Exxon interesada en volver a la Faja Petrolífera del Orinoco

ABN.- Este domingo en su programa José Vicente Hoy, transmitido por Televen, el periodista José Vicente Rangel indicó que la Exxon estaría interesada en restablecer las relaciones comerciales con la estatal Petróleos de Venezuela (Pdvsa) “en los términos que fije el Estado venezolano” para volver a la Faja Petrolífera del Orinoco (FPO).

Rangel manifestó poseer información de que el vicepresidente de los Estados Unidos, John Biden, quien está vinculado con algunas empresas del sector petrolero, entre ellas la Exxon, trata de contactar a las autoridades de Pdvsa para que dicha multinacional participe de la explotación en la FPO, dada la importancia de las reservas que allí existen.

Cabe destacar que el año pasado Exxon Mobil demandó a Venezuela por un monto de 12 mil millones de dólares aduciendo la “violación de contrato”, ya que según ellos el “Gobierno cambió unilateralmente las condiciones firmadas por ambas partes en un acuerdo para la explotación de crudo en la faja del Orinoco”.

La principal industria venezolana resultó ganadora en la batalla judicial emprendida por la transnacional, tras la decisión del juez británico Paul Walker, de la Sala 21 del Tribunal Superior de Inglaterra y Gales, de anular la orden de congelar activos de Pdvsa en el mundo.

Tal demanda surgió luego de que Venezuela, en una acción soberana y con la intención de rescatar sus recursos petroleros asentados en la Faja del Orinoco, decidiera nacionalizar este importante territorio petrolero venezolano, eje principal de la explotación de crudo en el país.

Con ello, las empresas que venían desarrollando proyectos en la zona se veían en la obligación de convertirse en empresas mixtas y trabajar de manera asociada con la estatal venezolana Pdvsa.

Esta acción trajo beneficios para la nación venezolana y se reflejó en las ganancias que comenzó a percibir Pdvsa por conceptos de regalía petrolera. Tras la medida y con una nueva Ley de Hidrocarburos ahora se contempla el 30% de ganancias para el Estado por los volúmenes de hidrocarburos extraídos de cualquier yacimiento, frente al 1% establecido anteriormente.

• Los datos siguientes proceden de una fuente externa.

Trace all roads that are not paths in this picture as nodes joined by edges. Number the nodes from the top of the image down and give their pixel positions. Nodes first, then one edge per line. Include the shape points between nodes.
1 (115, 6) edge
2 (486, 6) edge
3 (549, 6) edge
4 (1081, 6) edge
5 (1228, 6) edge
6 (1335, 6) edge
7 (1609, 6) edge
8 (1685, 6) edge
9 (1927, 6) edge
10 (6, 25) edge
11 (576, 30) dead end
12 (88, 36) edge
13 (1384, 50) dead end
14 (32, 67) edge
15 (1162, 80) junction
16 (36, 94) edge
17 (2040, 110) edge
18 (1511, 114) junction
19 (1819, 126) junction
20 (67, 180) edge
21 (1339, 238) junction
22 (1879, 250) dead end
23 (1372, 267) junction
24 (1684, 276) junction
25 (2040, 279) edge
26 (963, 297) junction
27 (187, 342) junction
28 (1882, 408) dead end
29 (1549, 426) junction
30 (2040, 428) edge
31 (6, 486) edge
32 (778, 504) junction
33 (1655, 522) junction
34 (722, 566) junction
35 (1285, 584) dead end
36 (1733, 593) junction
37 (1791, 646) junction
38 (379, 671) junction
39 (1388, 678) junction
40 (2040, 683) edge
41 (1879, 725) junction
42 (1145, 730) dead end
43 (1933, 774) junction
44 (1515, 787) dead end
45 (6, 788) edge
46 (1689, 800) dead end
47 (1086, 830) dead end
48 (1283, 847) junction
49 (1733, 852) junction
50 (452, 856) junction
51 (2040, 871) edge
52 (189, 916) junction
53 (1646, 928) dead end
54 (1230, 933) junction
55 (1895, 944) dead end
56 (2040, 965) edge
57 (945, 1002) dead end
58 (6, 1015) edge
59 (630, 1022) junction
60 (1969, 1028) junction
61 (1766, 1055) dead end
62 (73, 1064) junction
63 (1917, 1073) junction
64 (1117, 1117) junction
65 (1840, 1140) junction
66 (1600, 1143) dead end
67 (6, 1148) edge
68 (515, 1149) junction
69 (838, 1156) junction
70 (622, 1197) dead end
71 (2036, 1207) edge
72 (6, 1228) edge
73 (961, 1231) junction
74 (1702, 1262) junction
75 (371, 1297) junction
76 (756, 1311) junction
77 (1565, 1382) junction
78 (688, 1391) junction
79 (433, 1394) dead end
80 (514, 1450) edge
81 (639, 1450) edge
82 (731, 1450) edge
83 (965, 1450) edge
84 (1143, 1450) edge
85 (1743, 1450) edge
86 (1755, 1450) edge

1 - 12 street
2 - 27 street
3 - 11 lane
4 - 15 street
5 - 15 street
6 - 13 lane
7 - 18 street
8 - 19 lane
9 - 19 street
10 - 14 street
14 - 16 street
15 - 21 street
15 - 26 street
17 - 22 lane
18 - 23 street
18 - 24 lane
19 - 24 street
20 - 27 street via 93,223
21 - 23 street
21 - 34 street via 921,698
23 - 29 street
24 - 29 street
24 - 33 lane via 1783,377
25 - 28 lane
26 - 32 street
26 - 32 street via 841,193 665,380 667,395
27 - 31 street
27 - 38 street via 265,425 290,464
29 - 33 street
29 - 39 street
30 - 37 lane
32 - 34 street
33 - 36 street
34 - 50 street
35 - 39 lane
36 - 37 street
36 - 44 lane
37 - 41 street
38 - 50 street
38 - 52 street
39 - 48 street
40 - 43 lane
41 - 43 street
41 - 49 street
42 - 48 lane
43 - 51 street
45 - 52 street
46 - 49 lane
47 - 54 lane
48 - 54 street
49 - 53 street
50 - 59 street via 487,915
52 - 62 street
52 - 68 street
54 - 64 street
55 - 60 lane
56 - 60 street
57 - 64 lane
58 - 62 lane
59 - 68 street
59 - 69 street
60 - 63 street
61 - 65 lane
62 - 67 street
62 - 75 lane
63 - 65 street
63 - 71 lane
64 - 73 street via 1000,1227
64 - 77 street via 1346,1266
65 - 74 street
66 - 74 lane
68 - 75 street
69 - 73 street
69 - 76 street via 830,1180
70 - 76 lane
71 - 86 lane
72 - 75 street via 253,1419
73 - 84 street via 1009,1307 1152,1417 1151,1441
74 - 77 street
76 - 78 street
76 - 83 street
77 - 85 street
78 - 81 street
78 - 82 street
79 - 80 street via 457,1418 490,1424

En aquella ocasión el gobierno venezolano afirmó que la demanda de la transnacional Exxon Mobil contra Pdvsa respondía más a una guerra económica del imperialismo contra este país sudamericano que a un problema comercial.

El presidente de Pdvsa, Rafael Ramírez, sostuvo que el gobierno de Venezuela no se asustaría ni retrocedería en la defensa de la política petrolera venezolana, que “es fundamental para sostener la Revolución y devolver al pueblo lo que al pueblo le pertenece'.

Incidencia de Exxon en política internacional

La transnacional estadounidense Exxon Mobil, ha sido vinculada con el gobierno de George W. Bush y con la extrema derecha norteamericana, señalándose como la compañía que más dinero otorgó a su campaña.

Además una empresa de gran influencia en la toma de decisiones en materia de política exterior de Estados Unidos.

También se ha precisado que dicha empresa tiene un historial de atropellos hacia las naciones productoras de petróleo, entre ellas Irak, lo cual permite inferir que ésta ha acompañado al gobierno de los Estados Unidos en sus pretensiones imperialistas.

La internacionalista de República Dominicana, Lillian Oviedo, en una publicación digital del diario dominicano El Nacional, señaló que “el rostro de los conspiradores ligados a la ultraderecha gobernante en Estados Unidos es el que muestra la Exxon”.

Refiere además que “la Exxon y sus similares dejan claro que, tal como el gran capital no toleró durante el gobierno de Salvador Allende la nacionalización del cobre chileno, no tolera ahora la toma de decisiones similares con el petróleo de Venezuela”.

En 1991 Exxon Mobil se declaró 'culpable de infringir varias leyes medioambientales' y pagó más de mil millones de dólares en juicios. Desde entonces, la mayor compañía de petróleo en el mundo ha utilizado sus recursos económicos y poder para evitar cualquier futura responsabilidad en este caso.

John D. Rockefeller creó el primer trust (compañía de fideicomiso) petrolero vertical: la Standard Oil. Mediante métodos poco ortodoxos arruinó a sus competidores estadounidenses y organizó la evasión fiscal de sus ingresos.

Más tarde, aliándose a sus rivales BP y Shell, constituyó un cártel para dominar el mercado mundial.

Financió –la Standard Oil- como nadie la aventura militar nazi con la esperanza de apoderarse de los recursos de la URSS. Convertida en Exxon-Mobil, su compañía es actualmente la primera del mundo y subvenciona los think tanks neoliberales y las campañas electorales de los Bush.